Selon ces naturalistes, elle est cultivée et spontanée aux Canaries, notamment dans la région rocheuse et inculte de la Caldera de Palma. Pitard l'indique comme très commune dans toutes les îles de l'archipel canarien, sauf à Graciosa et à Alegranza. A Las Palmas, je l'ai vue plantée en avenues, concurremment avec de vrais dattiers, à fruits à peine comestibles. Les premières plantes apportées à la Côte d'Azur venaient des établissements Linden à Gand. Ils furent plantés dans les jardins de la Villa Vigier à Nice, en 1864. Quelques années plus tard, Wildpredt, directeur du jardin d'acclimatation d'Orotava, expédia en Europe des quantités de graines de cette espèce qui permirent de la multiplier sur tout le littoral méditerranéen, mais ce n'est qu'en 1882 qu'elle fut décrite de nouveau par B. Chabaud, alors directeur du jardin botanique de Saint-Mandrier, près de Toulon.
A l'heure actuelle, ce magnifique palmier constitue le principal ornement des jardins de la Côte d'Azur et il contribue, plus que tout autre végétal, à donner à la flore acclimatée dans ce pays un aspect tropical.
C'est un des palmiers qui supportent les froids les plus bas. Sur le littoral de Provence, il a presque partout résisté aux gelées de décembre 1920, au cours desquelles le thermomètre descendit au-dessous de -8° en plusieurs points de la côte ( Le P. canariensis, comme du reste P. reclinata et quelques autres espèces très rares dans les jardins de la Côte d'Azur, ont souffert très peu de la grande gelée de 1920. Leur fructification a été normale ou même plus abondante en 1921. Robertson-Proschowsky). Avant la guerre, la région de Hyères vendait chaque année 362.500 jeunes Phoenix de cette espèce, pour l'ornementation des jardins ou des appartements (Foussat, cité par C. Gatin. Les Palmiers, 1912).
Le P. Jubae n'est pas resté localisé sur le littoral. Il peut vivre en plein air toute l'année dans les jardins abrités de tout le domaine de l'olivier et à proximité des côtes de l'Océan et de la Manche réchauffés par le gulf-stream; il supporte aussi les hivers en pleine terre. Nous en avons vu en 1923 de beaux exemplaires à Roscoff ( Finistère), où ils fleurissent, mais ils n'y mûrissent pas leurs graines.
A Cherbourg, quelques beaux individus existent également en pleine terre, en particulier au Parc Liais et ils y passent les hivers sans abri.

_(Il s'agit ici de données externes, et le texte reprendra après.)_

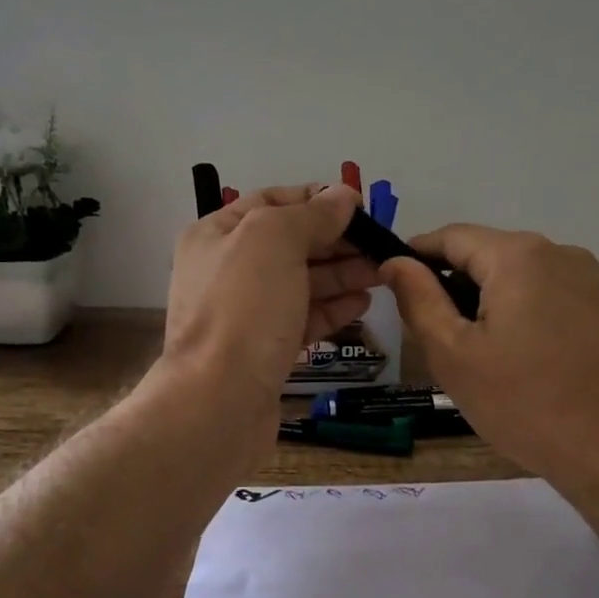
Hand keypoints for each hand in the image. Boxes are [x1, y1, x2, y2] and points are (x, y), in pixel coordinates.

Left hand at [162, 183, 376, 415]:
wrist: (218, 401)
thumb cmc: (244, 308)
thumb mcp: (275, 240)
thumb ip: (312, 214)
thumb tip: (344, 196)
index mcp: (216, 234)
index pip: (271, 202)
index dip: (315, 199)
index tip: (360, 206)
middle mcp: (226, 269)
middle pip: (290, 243)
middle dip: (336, 240)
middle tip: (380, 244)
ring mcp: (245, 313)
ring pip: (300, 283)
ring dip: (341, 274)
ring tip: (382, 273)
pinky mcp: (264, 350)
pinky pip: (302, 319)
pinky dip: (332, 309)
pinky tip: (362, 303)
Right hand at [380, 227, 598, 492]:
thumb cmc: (525, 403)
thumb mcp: (454, 354)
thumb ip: (419, 299)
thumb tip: (395, 262)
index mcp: (519, 255)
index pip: (451, 236)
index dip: (414, 256)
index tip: (390, 285)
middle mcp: (558, 252)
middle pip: (485, 254)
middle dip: (451, 285)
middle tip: (431, 336)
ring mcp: (588, 280)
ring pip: (515, 277)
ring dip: (484, 302)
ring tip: (470, 354)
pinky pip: (544, 296)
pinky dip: (517, 314)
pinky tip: (513, 360)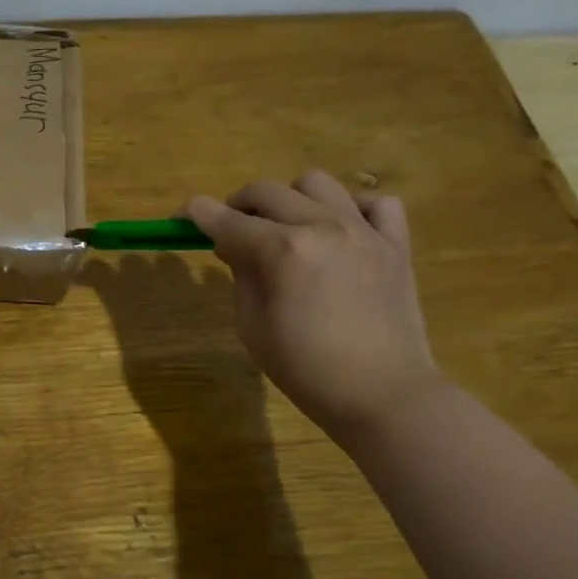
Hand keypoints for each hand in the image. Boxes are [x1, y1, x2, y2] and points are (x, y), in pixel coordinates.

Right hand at [186, 172, 440, 442]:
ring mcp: (364, 231)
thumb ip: (242, 276)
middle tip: (231, 232)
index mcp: (282, 251)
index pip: (226, 219)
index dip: (197, 213)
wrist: (383, 395)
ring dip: (289, 200)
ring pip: (316, 183)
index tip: (181, 215)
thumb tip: (236, 247)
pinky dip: (352, 208)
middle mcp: (322, 227)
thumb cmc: (306, 370)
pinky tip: (340, 231)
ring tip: (287, 228)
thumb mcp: (252, 327)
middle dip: (237, 205)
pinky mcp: (396, 243)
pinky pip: (376, 202)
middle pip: (266, 191)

Phoenix Jubae var. edulis ( Robertson-Proschowsky) comb. nov.
Parmi les diverses variétés du Palmier des Canaries cultivées à la Côte d'Azur, le Dr Robertson Proschowsky, de Nice, a signalé sous le nom de P. canariensis var.
edulis (Fruitiers exotiques sur la Côte d'Azur, p. 12. ), une forme cultivée dans son jardin qui ne se distingue en rien du type, si ce n'est que les dattes ont une pulpe mince mais de saveur agréable. M. P. Popenoë qui les a dégustées, écrivait en 1912 que « si ce palmier pouvait être cultivé en Californie du Sud, toute maison pourrait cultiver des dattes pour l'usage de la famille ». Toutefois, le Dr Robertson Proschowsky remarque que la chair est peu abondante et que la plante aurait besoin d'être améliorée par sélection. Ce palmier vit toujours, mais très rarement il donne quelques dattes mûres parce que les rats les mangent avant leur complet développement.